[Pose landmark coordinates]
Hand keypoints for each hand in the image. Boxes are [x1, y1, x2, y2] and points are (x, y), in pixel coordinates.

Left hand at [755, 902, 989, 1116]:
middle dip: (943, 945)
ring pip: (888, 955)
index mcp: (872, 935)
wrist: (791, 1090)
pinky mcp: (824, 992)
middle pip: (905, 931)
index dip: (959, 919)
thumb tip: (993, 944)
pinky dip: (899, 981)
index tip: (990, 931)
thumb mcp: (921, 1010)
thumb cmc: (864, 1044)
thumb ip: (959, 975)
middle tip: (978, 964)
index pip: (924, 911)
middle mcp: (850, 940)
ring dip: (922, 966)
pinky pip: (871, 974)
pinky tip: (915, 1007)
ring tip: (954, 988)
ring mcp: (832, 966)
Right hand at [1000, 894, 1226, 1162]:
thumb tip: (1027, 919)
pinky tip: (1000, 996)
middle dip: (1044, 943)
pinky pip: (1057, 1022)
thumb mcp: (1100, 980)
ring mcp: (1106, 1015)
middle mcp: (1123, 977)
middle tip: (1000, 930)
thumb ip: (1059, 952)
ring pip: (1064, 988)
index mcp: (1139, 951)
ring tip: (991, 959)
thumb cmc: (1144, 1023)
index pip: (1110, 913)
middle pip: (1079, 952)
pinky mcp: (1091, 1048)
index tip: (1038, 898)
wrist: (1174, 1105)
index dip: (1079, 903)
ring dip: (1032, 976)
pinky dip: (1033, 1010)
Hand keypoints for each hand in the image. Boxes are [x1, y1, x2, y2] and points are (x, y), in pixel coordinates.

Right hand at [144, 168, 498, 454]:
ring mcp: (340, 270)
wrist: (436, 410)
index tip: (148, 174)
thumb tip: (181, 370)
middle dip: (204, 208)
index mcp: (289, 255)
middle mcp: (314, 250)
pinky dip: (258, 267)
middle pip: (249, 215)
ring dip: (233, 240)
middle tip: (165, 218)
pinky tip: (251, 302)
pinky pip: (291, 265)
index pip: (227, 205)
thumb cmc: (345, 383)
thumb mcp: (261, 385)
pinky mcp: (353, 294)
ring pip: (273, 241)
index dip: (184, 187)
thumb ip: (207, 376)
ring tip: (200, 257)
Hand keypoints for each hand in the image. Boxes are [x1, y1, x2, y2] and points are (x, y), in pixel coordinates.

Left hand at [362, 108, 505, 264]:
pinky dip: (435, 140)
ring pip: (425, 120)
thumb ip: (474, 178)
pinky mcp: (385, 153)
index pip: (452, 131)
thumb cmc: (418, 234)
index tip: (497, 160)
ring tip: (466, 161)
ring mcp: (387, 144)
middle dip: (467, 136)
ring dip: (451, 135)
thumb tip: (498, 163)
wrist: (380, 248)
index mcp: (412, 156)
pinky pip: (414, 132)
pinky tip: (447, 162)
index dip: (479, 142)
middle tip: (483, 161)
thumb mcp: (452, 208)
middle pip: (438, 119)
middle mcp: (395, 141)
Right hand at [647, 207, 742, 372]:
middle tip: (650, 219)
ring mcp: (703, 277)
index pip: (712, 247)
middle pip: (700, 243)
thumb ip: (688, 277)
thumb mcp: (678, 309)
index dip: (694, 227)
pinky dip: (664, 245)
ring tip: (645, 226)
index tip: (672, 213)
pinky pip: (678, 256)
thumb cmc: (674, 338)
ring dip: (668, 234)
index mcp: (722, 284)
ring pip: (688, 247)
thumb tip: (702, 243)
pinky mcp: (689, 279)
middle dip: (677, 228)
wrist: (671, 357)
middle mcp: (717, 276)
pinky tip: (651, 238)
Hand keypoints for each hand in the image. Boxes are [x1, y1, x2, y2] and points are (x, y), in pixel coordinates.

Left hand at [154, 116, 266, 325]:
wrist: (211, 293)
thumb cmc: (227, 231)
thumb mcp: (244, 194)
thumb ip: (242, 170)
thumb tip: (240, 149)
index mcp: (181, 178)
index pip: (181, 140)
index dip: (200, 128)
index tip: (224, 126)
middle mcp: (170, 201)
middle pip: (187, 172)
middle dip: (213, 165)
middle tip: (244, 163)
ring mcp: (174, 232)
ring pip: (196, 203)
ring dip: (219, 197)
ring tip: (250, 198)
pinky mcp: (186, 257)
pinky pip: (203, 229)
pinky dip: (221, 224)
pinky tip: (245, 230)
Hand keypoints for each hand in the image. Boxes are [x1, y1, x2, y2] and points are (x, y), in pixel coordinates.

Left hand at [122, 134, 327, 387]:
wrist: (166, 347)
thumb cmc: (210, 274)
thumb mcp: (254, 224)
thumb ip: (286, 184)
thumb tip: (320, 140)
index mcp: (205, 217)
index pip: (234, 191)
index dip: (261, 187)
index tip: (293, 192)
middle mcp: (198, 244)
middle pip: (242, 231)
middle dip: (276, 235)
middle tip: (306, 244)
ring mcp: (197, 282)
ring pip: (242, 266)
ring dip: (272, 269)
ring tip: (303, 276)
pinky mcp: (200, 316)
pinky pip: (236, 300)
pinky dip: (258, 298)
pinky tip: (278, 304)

> [TO DO]
Print the records again, exactly as they stand above.

> [ANSWER TO THE PROBLEM]
Hand keypoints for each hand in the image. Boxes are [x1, y1, x2, y2] and points are (x, y), in pixel coordinates.

Left hand at [755, 902, 989, 1116]:
middle dip: (943, 945)
ring pip: (888, 955)
index mcp: (872, 935)
wrist: (791, 1090)
pinky mcp: (824, 992)
middle pip: (905, 931)
index dip: (959, 919)
thumb tip: (993, 944)
pinky dip: (899, 981)
index tip: (990, 931)
thumb mcp: (921, 1010)
thumb cmc: (864, 1044)
thumb ip: (959, 975)
middle tip: (978, 964)
index pip: (924, 911)
middle mcp: (850, 940)
ring dip: (922, 966)
pinky pip: (871, 974)
pinky tip: (915, 1007)
ring tip: (954, 988)
ring mcp: (832, 966)
Right hand at [1000, 894, 1226, 1162]:
thumb tip: (1027, 919)
pinky tip: (1000, 996)
middle dip: (1044, 943)
pinky pip: (1057, 1022)
thumb mcp: (1100, 980)
ring mcp: (1106, 1015)
middle mcp: (1123, 977)
middle tip: (1000, 930)
thumb ip: (1059, 952)
ring pip: (1064, 988)
index mcp: (1139, 951)
ring tip: (991, 959)
thumb cmc: (1144, 1023)
index pip: (1110, 913)
middle pip: (1079, 952)
pinky mcp: (1091, 1048)
index tip: (1038, 898)
wrist: (1174, 1105)
index dip: (1079, 903)
ring dip: (1032, 976)
pinky dip: (1033, 1010)
Hand keypoints for each hand in the image. Boxes are [x1, y1, x2, y2] and points are (x, y), in pixel coordinates.

Right hand at [144, 168, 498, 454]:
ring mcp: (340, 270)
wrist: (436, 410)
index tip: (148, 174)
thumb tip: (181, 370)
middle dip: (204, 208)
index mcp: (289, 255)
middle mcp: (314, 250)
pinky dip: (258, 267)
middle pip: (249, 215)
ring dip: (233, 240)
middle tip: (165, 218)
pinky tip: (251, 302)
pinky pip: (291, 265)
index pip: (227, 205)
thumb cmc: (345, 383)
thumb mcp: (261, 385)
pinky mcp: (353, 294)
ring pip: (273, 241)
index dip: (184, 187)
thumb ip: (207, 376)
ring tip: (200, 257)
Hand keypoints for each hand in the image. Boxes are [x1, y1, x2, y2] and points are (x, y), in pixel coordinates.

Left hand at [362, 108, 505, 264]:
pinky dip: (435, 140)
ring pip: (425, 120)
thumb ip: (474, 178)
pinky mcp: (385, 153)
index pip: (452, 131)
thumb cmc: (418, 234)
index tip: (497, 160)
ring tip: (466, 161)
ring mcp: (387, 144)
middle dip: (467, 136)
ring dip: (451, 135)
thumb tip: (498, 163)
wrist: (380, 248)
index mcp: (412, 156)
pinky pip: (414, 132)
pinky tip: (447, 162)
index dip: (479, 142)
middle tip: (483, 161)
thumb mcp: (452, 208)
middle pip: (438, 119)
middle mcp: (395, 141)
Right hand at [647, 207, 742, 372]:
middle tip: (650, 219)
ring mcp: (703, 277)
index pip: (712, 247)
middle pip: (700, 243)
thumb ip: (688, 277)
thumb mcp: (678, 309)
index dip: (694, 227)
pinky dip: (664, 245)
ring tip: (645, 226)
index tip: (672, 213)
pinky pip: (678, 256)
thumb cmc: (674, 338)
ring dip: (668, 234)
index mcp: (722, 284)
ring pip: (688, 247)
thumb tip: (702, 243)
pinky mcp: (689, 279)
middle dip: (677, 228)
wrist: (671, 357)
middle mcp: (717, 276)
pinky tip: (651, 238)
Hand keypoints for each hand in the image. Boxes are [x1, y1, x2, y2] and points are (x, y), in pixel coordinates.

Left hand at [154, 116, 266, 325]:
wrist: (211, 293)
thumb cmc: (227, 231)
thumb mcp: (244, 194)
thumb ip: (242, 170)
thumb tip: (240, 149)
index mcp: (181, 178)
index pip: (181, 140)
index dip: (200, 128)
index tip: (224, 126)
middle mcp: (170, 201)
middle pip: (187, 172)
middle dip: (213, 165)
middle tip: (244, 163)
ring mcp: (174, 232)
ring pip: (196, 203)
ring dip: (219, 197)
ring tip: (250, 198)
pinky mcp: (186, 257)
pinky pip: (203, 229)
pinky dip: (221, 224)
pinky tip: (245, 230)
Hand keypoints for each hand in the image. Boxes are [x1, y1, x2, y2] and points are (x, y), in pixel coordinates.

Left hand at [122, 134, 327, 387]:
wrist: (166, 347)
thumb cmc: (210, 274)
thumb mcp: (254, 224)
thumb ip: (286, 184)
thumb tip: (320, 140)
index mcp: (205, 217)
index pip: (234, 191)
index dip: (261, 187)
index tip: (293, 192)
middle mcp: (198, 244)
middle pip: (242, 231)
middle dip: (276, 235)
middle tip: (306, 244)
ring mcp: (197, 282)
ring pip: (242, 266)
ring dip: (272, 269)
ring tip: (303, 276)
pinky mcp: (200, 316)
pinky pip: (236, 300)
pinky dip: (258, 298)
pinky tip: (278, 304)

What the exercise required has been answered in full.